The Japanese government will spend 188.1 billion yen, or $2.02 billion, annually through 2016 on Japanese employee salaries, utilities and base maintenance. Japan has been spending roughly the same annual amount under a three-year deal that will expire in March. The government spent a high of $3.17 billion in 1999.

The new deal provides more money for facility upgrades, but comes at the expense of roughly 2 percent of the Japanese work force. Over the next five years, 430 of the current 23,055 jobs will be lost, said Yasuyuki Okazaki, spokesman for the ministry’s Japan-U.S. Security Treaty Division of North American Affairs Bureau.

Prior to the accord, lawmakers had criticized Japan’s financial support of workers at entertainment facilities on military bases.

“I believe that thorough discussions have been made on the issues, such as paying wages for bartenders, for instance,” Minister of Defense Toshimi Kitazawa said in reference to the job cuts.

Earlier in the year, The All Japan Garrison Forces Labor Union, known as Zenchuro, had asked the government not to cut any jobs.

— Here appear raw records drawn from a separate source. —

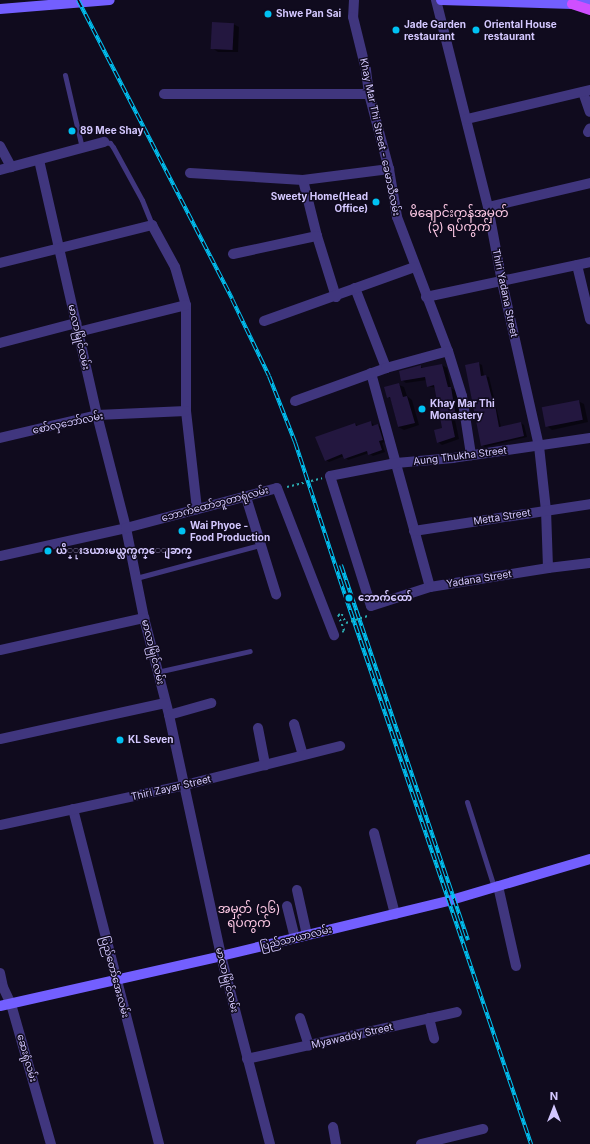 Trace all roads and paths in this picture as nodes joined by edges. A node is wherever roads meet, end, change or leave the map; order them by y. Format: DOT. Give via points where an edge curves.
graph roads {
  1 [pos="110,0"];
  2 [pos="354,0"];
  3 [pos="436,0"];
  4 [pos="441,0"];
  5 [pos="67,1"];
  6 [pos="576,2"];
  7 [pos="590,2"];
  8 [pos="0,9"];
  9 [pos="590,10"];
  10 [pos="65,75"];
  11 [pos="586,91"];
  12 [pos="164,94"];
  13 [pos="369,94"];
  14 [pos="590,112"];
  15 [pos="467,119"];
  16 [pos="104,142"];
  17 [pos="0,146"];
  18 [pos="82,148"];
  19 [pos="39,160"];
  20 [pos="11,168"];
  21 [pos="389,169"];
  22 [pos="0,170"];
  23 [pos="190,173"];
  24 [pos="303,180"];
  25 [pos="590,183"];
  26 [pos="488,207"];
  27 [pos="152,225"];
  28 [pos="317,236"];
  29 [pos="58,249"];
  30 [pos="233,254"];
  31 [pos="590,262"];
  32 [pos="0,263"];
  33 [pos="577,265"];
  34 [pos="415,267"];
  35 [pos="502,282"];
  36 [pos="356,288"];
  37 [pos="336,296"];
  38 [pos="426,297"];
  39 [pos="186,305"];
  40 [pos="264,320"];
  41 [pos="590,320"];
  42 [pos="77,328"];
  43 [pos="0,343"];
  44 [pos="448,351"];
  45 [pos="386,368"];
  46 [pos="371,373"];
  47 [pos="295,401"];
  48 [pos="186,411"];
  49 [pos="97,415"];
  50 [pos="0,438"];
  51 [pos="590,438"];
  52 [pos="539,446"];
  53 [pos="471,455"];
  54 [pos="396,463"];
  55 [pos="330,476"];
  56 [pos="277,488"];
  57 [pos="246,497"];
  58 [pos="590,504"];
  59 [pos="197,510"];
  60 [pos="546,510"];
  61 [pos="126,528"];
  62 [pos="414,531"];
  63 [pos="260,545"];
  64 [pos="0,556"];
  65 [pos="590,563"];
  66 [pos="548,568"];
  67 [pos="135,578"];
  68 [pos="430,586"];
  69 [pos="276,594"];
  70 [pos="371,611"];
  71 [pos="342,614"];
  72 [pos="144,618"];
  73 [pos="334,635"];
  74 [pos="0,650"];
  75 [pos="250,651"];
  76 [pos="157,672"];
  77 [pos="165,703"];
  78 [pos="211,703"];
  79 [pos="169,715"];
  80 [pos="294,724"];
  81 [pos="258,728"];
  82 [pos="0,739"];
  83 [pos="340,746"];
  84 [pos="303,755"];
  85 [pos="265,765"];
  86 [pos="185,785"];
  87 [pos="467,802"];
  88 [pos="73,810"];
  89 [pos="0,825"];
  90 [pos="374,833"];
  91 [pos="590,859"];
  92 [pos="496,887"];
  93 [pos="297,890"];
  94 [pos="287,906"];
  95 [pos="395,914"];
  96 [pos="307,935"];
  97 [pos="295,938"];
  98 [pos="221,956"];
  99 [pos="516,966"];
  100 [pos="0,973"];
  101 [pos="116,980"];
  102 [pos="11,1004"];
  103 [pos="0,1006"];
  104 [pos="457,1012"];
  105 [pos="300,1018"];
  106 [pos="429,1018"];
  107 [pos="434,1038"];
  108 [pos="309,1046"];
  109 [pos="247,1059"];
  110 [pos="333,1127"];
  111 [pos="483,1129"];
  112 [pos="51,1144"];
  113 [pos="159,1144"];
  114 [pos="270,1144"];
  115 [pos="336,1144"];
  116 [pos="421,1144"];
  1 -- 5 [label="street"];
  2 -- 13 [label="street, Khay Mar Thi Street - ခေမာသီလမ်း" via="353,17"];
  3 -- 15 [label="street, Thiri Yadana Street"];
  4 -- 6 [label="street"];
  5 -- 8 [label="street"];
  6 -- 7 [label="street"];
  6 -- 9 [label="main road"];
  10 -- 18 [label="lane"];
  11 -- 14 [label="street"];
  11 -- 15 [label="street"];
  12 -- 13 [label="street"];
  13 -- 21 [label="street, Khay Mar Thi Street - ခေမာသီလမ်း"];
  15 -- 26 [label="street, Thiri Yadana Street"];
  16 -- 18 [label="street"];
  16 -- 27 [label="lane" via="113,147 142,200"];
  17 -- 20 [label="street"];
  18 -- 19 [label="street"];
  19 -- 20 [label="street"];
  19 -- 29 [label="street, မာလာမြိုင်လမ်း"];
  20 -- 22 [label="street"];
  21 -- 24 [label="street"];
  21 -- 34 [label="street, Khay Mar Thi Street - ခေမာသီလမ်း" via="396,217"];
  23 -- 24 [label="street"];
  24 -- 28 [label="street"];
  25 -- 26 [label="street"];
  26 -- 35 [label="street, Thiri Yadana Street"];
  27 -- 29 [label="street"];
  27 -- 39 [label="street" via="175,267"];
  28 -- 30 [label="street"];
  28 -- 37 [label="street"];
  29 -- 32 [label="street"];
  29 -- 42 [label="street, မာလာမြိုင်လမ်း"];
  31 -- 33 [label="street"];
  33 -- 35 [label="street"];
  33 -- 41 [label="street"];
  34 -- 36 [label="street"];
  34 -- 38 [label="street, Khay Mar Thi Street - ခေမာသီလမ်း"];
  35 -- 38 [label="street"];
  35 -- 52 [label="street, Thiri Yadana Street"];
  36 -- 37 [label="street"];
  36 -- 45 [label="street"];
  37 -- 40 [label="street"];
  38 -- 44 [label="street, Khay Mar Thi Street - ခေမာသီလမ်း"];
  39 -- 42 [label="street"];
  39 -- 48 [label="street"];
  42 -- 43 [label="street"];
  42 -- 49 [label="street, မာလာမြိုင်လမ်း"];
  44 -- 45 [label="street"];
  44 -- 53 [label="street, Khay Mar Thi Street - ခေမာသီလမ်း" via="462,396"];
  45 -- 46 [label="street"];
  46 -- 47 [label="street"];
  46 -- 54 [label="street"];
  48 -- 49 [label="street, စော်လှဘော်လမ်း"];
  48 -- 59 [label="street"];
  49 -- 50 [label="street, စော်လှဘော်လမ်း"];
  49 -- 61 [label="street, မာလာမြိုင်လမ်း"];
  51 -- 52 [label="street, Aung Thukha Street"];
  52 -- 53 [label="street, Aung Thukha Street"];
  52 -- 60 [label="street, Thiri Yadana Street"];
  53 -- 54 [label="street, Aung Thukha Street"];
  54 -- 55 [label="street, Aung Thukha Street"];
  54 -- 62 [label="street"];
  55 -- 56 [label="path" via="296,486"];
  55 -- 70 [label="street"];
  56 -- 57 [label="street, ဘောက်ထော်ဘူတာရုံလမ်း"];
  56 -- 73 [label="street, ဘောက်ထော်ဘူတာရုံလမ်း"];
  57 -- 59 [label="street, ဘောက်ထော်ဘူတာရုံလမ်း"];
  57 -- 63 [label="street"];
  58 -- 60 [label="street, Metta Street"];
  59 -- 61 [label="street, ဘောက်ထော်ဘူတာရုံလမ်း"];
  60 -- 62 [label="street, Metta Street"];
  60 -- 66 [label="street, Thiri Yadana Street"];
  61 -- 64 [label="street, ဘောက်ထော်ဘူတာရုံလမ်း"];
  61 -- 67 [label="street, မာလာမြိုင်လမ်း"];
  62 -- 68 [label="street"];
  63 -- 67 [label="lane"];
  63 -- 69 [label="street"];
  65 -- 66 [label="street, Yadana Street"];
  66 -- 68 [label="street, Yadana Street"];
  67 -- 72 [label="street, မာလာမြိုင်လမ်း"];
  68 -- 70 [label="street, Yadana Street"];
  70 -- 71 [label="path, bridge" via="346,623"];
  72 -- 74 [label="street"];
  72 -- 76 [label="street, မာလာမြိုင်လမ်း"];
  75 -- 76 [label="lane"];
  76 -- 77 [label="street, မာလာမြိုင်လမ်း"];
  77 -- 79 [label="street, မာလာမြိုင်လမ်း"];
  77 -- 82 [label="street"];
  78 -- 79 [label="street"];
  79 -- 86 [label="street, မာလာမြိုင်လမ်း"];
  80 -- 84 [label="street"];
  81 -- 85 [label="street"];
  83 -- 84 [label="street, Thiri Zayar Street"];
  84 -- 85 [label="street, Thiri Zayar Street"];
  85 -- 86 [label="street, Thiri Zayar Street"];
  86 -- 88 [label="street, Thiri Zayar Street"];
  86 -- 98 [label="street, မာလာမြိုင်လမ်း"];
  87 -- 92 [label="lane"];
  88 -- 89 [label="street, Thiri Zayar Street"];
  88 -- 101 [label="street, ပြည်တော်အေးလမ်း"];
  90 -- 95 [label="street"];
  91 -- 92 [label="street, ပြည်သာယာလမ်း"];
  92 -- 95 [label="street, ပြည်သာယာလမ်း"];
  92 -- 99 [label="street"];
  93 -- 96 [label="street"];
  94 -- 97 [label="street"];
  95 -- 96 [label="street, ပြည်သာယာလမ်း"];
  96 -- 97 [label="street, ပြည်သာယာလမ်း"];
  97 -- 98 [label="street, ပြည်သာယာလမ်း"];
  98 -- 101 [label="street, ပြည်သာယာလမ်း"];
  98 -- 109 [label="street, မာလာမြိုင်လမ်း"];
  100 -- 102 [label="street, ဆေးရုံလမ်း"];
  101 -- 102 [label="street, ပြည်သာယာလမ်း"];
  101 -- 113 [label="street, ပြည်တော်အေးလမ်း"];
  102 -- 103 [label="street, ပြည်သာယာလမ်း"];
  102 -- 112 [label="street, ဆေးရုံလမ်း"];
  104 -- 106 [label="street, Myawaddy Street"];
  105 -- 108 [label="street"];
  106 -- 107 [label="street"];
  106 -- 108 [label="street, Myawaddy Street"];
  108 -- 109 [label="street, Myawaddy Street"];
  109 -- 114 [label="street, မာလာမြိုင်လမ်း"];
  110 -- 115 [label="street"];
  111 -- 116 [label="street"];
}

Meanwhile, the additional funding for facilities will go toward energy-efficient system upgrades, Okazaki told Stars and Stripes.

The funding also includes up to 24.9 billion yen, about $267.8 million, on utilities. The figure is expected to cover 72 percent of base utility expenses, which is down from 76 percent under the expiring deal.

U.S. Embassy officials were unavailable for comment Tuesday.

The spending agreement essentially followed the Dec. 1 recommendation of a Japanese government panel, which said the country’s financial commitment to support U.S. forces should be given high priority among a special category of reserves separate from the national defense budget.

The agreement also comes amid Japan’s ongoing debate about its public debt, which reached 193 percent of gross domestic output in 2009, second in the world, according to the CIA World Factbook. By comparison, the U.S. ranked 41st, with debt equaling 53.5 percent of its gross domestic output.